╭──

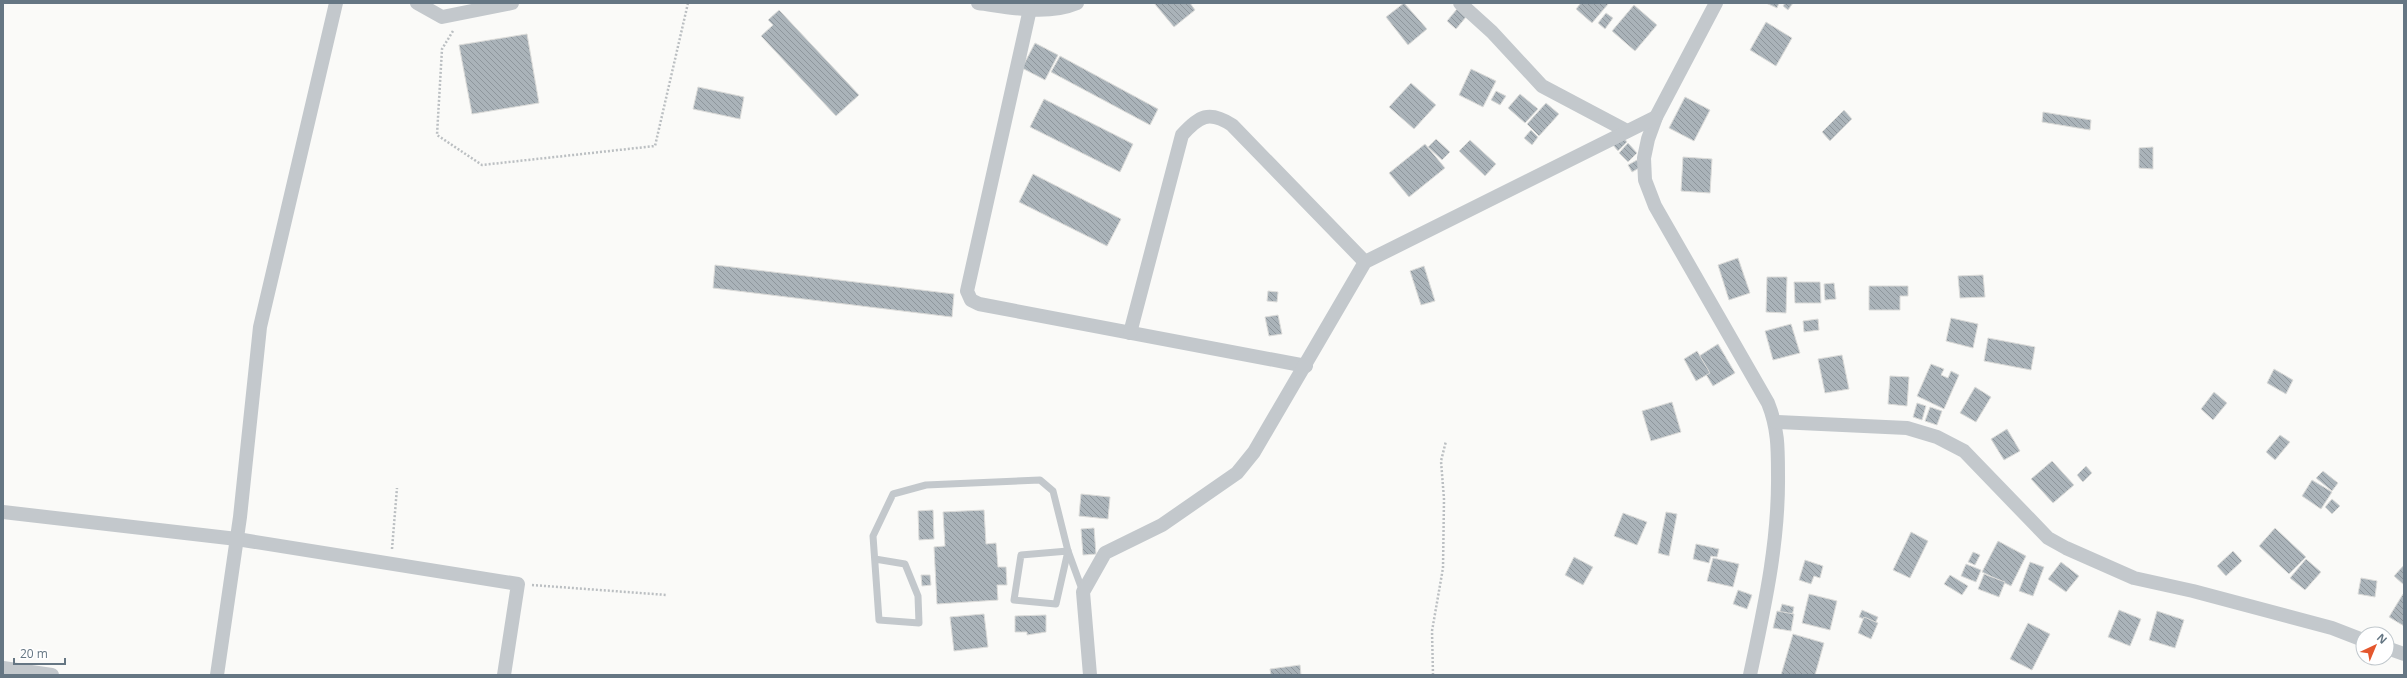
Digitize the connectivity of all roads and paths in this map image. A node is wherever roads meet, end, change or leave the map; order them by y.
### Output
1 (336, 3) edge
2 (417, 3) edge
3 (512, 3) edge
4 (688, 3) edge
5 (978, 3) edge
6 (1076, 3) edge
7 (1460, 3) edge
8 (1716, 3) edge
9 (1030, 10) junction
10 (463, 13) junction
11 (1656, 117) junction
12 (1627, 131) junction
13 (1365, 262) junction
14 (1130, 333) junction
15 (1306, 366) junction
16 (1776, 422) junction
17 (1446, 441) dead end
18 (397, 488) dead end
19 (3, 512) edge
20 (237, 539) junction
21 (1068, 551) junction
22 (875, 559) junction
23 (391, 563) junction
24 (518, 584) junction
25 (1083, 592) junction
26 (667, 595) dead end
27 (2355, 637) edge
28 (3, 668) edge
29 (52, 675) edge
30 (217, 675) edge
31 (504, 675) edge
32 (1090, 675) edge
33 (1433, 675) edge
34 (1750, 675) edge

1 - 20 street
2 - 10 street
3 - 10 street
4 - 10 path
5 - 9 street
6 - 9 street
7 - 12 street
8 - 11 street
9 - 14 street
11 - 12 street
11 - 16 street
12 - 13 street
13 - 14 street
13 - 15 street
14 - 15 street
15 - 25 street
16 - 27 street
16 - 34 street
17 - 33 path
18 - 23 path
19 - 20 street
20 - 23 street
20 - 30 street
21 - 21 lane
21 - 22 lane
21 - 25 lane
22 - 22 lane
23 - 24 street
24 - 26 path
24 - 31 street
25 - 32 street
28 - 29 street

╰──

=== Exercise details ===
Looking at the entries above, find how many lines include the word "dead" and write that number alone.

=== Result for this task ===
3